(Dataset entries)
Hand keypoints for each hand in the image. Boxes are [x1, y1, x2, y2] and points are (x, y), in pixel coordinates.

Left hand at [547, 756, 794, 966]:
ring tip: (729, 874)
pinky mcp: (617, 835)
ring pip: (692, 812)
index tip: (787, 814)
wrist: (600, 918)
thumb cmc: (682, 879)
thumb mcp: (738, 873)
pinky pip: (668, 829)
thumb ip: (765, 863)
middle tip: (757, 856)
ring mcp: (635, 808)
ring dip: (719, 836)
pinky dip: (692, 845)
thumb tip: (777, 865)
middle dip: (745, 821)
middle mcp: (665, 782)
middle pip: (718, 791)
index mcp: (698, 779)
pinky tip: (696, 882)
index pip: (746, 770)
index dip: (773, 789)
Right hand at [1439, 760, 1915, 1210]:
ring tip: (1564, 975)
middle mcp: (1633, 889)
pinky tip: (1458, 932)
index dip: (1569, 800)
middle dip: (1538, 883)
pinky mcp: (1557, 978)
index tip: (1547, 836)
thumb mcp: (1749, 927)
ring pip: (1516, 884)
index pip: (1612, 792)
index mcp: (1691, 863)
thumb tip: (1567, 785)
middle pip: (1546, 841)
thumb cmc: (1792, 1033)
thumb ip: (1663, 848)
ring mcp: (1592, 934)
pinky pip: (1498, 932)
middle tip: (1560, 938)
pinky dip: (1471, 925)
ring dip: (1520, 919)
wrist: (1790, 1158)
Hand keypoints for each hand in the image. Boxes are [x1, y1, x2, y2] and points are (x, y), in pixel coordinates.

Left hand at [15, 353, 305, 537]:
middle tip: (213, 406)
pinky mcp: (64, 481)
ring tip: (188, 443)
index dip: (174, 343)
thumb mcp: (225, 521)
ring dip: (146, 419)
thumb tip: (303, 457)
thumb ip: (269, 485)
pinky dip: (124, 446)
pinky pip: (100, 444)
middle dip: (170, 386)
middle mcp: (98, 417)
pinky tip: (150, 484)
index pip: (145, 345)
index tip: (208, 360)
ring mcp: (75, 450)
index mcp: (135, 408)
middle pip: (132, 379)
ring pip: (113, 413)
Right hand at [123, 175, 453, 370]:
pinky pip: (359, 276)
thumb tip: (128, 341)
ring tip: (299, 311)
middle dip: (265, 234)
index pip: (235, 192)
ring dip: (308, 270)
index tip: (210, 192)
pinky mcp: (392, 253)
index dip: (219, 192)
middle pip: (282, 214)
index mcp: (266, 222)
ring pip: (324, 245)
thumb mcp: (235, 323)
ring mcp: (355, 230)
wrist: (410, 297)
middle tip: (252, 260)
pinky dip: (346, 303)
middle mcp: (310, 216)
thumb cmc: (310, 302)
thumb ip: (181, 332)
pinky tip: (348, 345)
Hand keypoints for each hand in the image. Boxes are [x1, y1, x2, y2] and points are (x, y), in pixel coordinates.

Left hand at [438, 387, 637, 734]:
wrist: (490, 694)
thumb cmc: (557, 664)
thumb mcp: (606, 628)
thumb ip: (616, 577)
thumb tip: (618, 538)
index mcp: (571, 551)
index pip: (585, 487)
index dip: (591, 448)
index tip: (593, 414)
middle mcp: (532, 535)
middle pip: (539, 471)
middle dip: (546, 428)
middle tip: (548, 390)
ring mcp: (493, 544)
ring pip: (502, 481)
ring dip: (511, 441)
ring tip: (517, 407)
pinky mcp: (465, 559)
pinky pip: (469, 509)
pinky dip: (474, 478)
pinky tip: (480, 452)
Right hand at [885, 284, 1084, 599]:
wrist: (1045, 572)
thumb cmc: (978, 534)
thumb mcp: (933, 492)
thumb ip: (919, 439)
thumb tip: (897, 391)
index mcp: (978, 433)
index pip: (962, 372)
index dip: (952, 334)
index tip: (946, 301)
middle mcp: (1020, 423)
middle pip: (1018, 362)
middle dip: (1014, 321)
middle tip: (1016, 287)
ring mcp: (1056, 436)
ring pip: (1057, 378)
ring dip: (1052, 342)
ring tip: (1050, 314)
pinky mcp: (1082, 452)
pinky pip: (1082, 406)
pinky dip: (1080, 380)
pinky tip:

What is being asked
Would you transcribe all of the data, keeping each line exact?

Task response
Hand keypoints for each hand in the image. Boxes are [x1, y1, x2, y2] and points are (x, y), in pixel coordinates.

Left hand at [547, 756, 794, 966]:
ring tip: (729, 874)
pinky mcp: (617, 835)
ring pip: (692, 812)
index tip: (787, 814)
wrist: (600, 918)
thumb cmc: (682, 879)
thumb mcp: (738, 873)
pinky pip: (668, 829)
thumb ip: (765, 863)
middle tip: (757, 856)
ring mcp: (635, 808)
ring dip: (719, 836)
pinky dip: (692, 845)
thumb tip: (777, 865)
middle dip: (745, 821)
middle mcp: (665, 782)
middle pip: (718, 791)
index mcp: (698, 779)
pinky tip: (696, 882)
index pip: (746, 770)
index dip: (773, 789)
Right hand at [1439, 760, 1915, 1210]:
ring tip: (1564, 975)
middle mcp: (1633, 889)
pinky tip: (1458, 932)
index dip: (1569, 800)
middle dip: (1538, 883)
pinky mcp: (1557, 978)
index tip: (1547, 836)
thumb mcp: (1749, 927)
ring pip: (1516, 884)
index pip: (1612, 792)
index mcp: (1691, 863)
thumb tip: (1567, 785)
middle pip: (1546, 841)
thumb cmc: (1792, 1033)
thumb ip: (1663, 848)
ring mcp: (1592, 934)
pinky pip: (1498, 932)
middle tip: (1560, 938)
pinky dip: (1471, 925)
ring dip: (1520, 919)
wrist: (1790, 1158)
Hand keypoints for each hand in the image. Boxes are [x1, y1, x2, y2] and points are (x, y), in pixel coordinates.

Left hand at [15, 353, 305, 537]:
middle tip: (213, 406)
pinky mcp: (64, 481)
ring tip: (188, 443)
index dip: (174, 343)
thumb mcp: (225, 521)
ring dip: (146, 419)
thumb tip: (303, 457)
thumb ip: (269, 485)
pinky dip: (124, 446)
pinky pip: (100, 444)
middle dip: (170, 386)
middle mcp: (98, 417)
pinky tip: (150, 484)
index pip: (145, 345)
index tip: (208, 360)
ring mcp: (75, 450)
index mcp: (135, 408)
middle pip: (132, 379)
ring pip: (113, 413)
Right hand at [123, 175, 453, 370]:
pinky pip: (359, 276)
thumb tip: (128, 341)
ring tip: (299, 311)
middle dip: (265, 234)
index pip: (235, 192)
ring dip: (308, 270)
index tip: (210, 192)
pinky mcp: (392, 253)
index dip: (219, 192)
middle pip: (282, 214)
index mcp: (266, 222)
ring pip: (324, 245)
thumb mcp: (235, 323)
ring mcp: (355, 230)
wrist: (410, 297)
middle tip: (252, 260)
pinky dip: (346, 303)
middle mcp: (310, 216)
thumb cmc: (310, 302)
thumb ip: (181, 332)
pinky tip: (348, 345)
Hand keypoints for each hand in the image. Boxes are [x1, y1, x2, y2] and points are (x, y), in pixel coordinates.

Left hand at [438, 387, 637, 734]:
wrist: (490, 694)
thumb cmc: (557, 664)
thumb mcp: (606, 628)
thumb ip: (616, 577)
thumb tip: (618, 538)
index mcp: (571, 551)
index pip: (585, 487)
index dip: (591, 448)
index tip: (593, 414)
middle mcp: (532, 535)
middle pip: (539, 471)
middle dip: (546, 428)
middle tip: (548, 390)
ring mcp: (493, 544)
ring pip: (502, 481)
ring dip: (511, 441)
ring tip: (517, 407)
pinky mcp: (465, 559)
pinky pip: (469, 509)
pinky dip: (474, 478)
pinky tip: (480, 452)
Right hand at [885, 284, 1084, 599]:
wrist: (1045, 572)
thumb cmc: (978, 534)
thumb mcp: (933, 492)
thumb ip: (919, 439)
thumb tip: (897, 391)
index mcp: (978, 433)
index pip: (962, 372)
index dip: (952, 334)
index tip: (946, 301)
middle mcp: (1020, 423)
middle pip: (1018, 362)
middle dip: (1014, 321)
middle tip: (1016, 287)
ring mcp: (1056, 436)
ring pip: (1057, 378)
ring dip: (1052, 342)
ring tip: (1050, 314)
pinky mcp: (1082, 452)
pinky pip: (1082, 406)
pinky dip: (1080, 380)
pinky tip:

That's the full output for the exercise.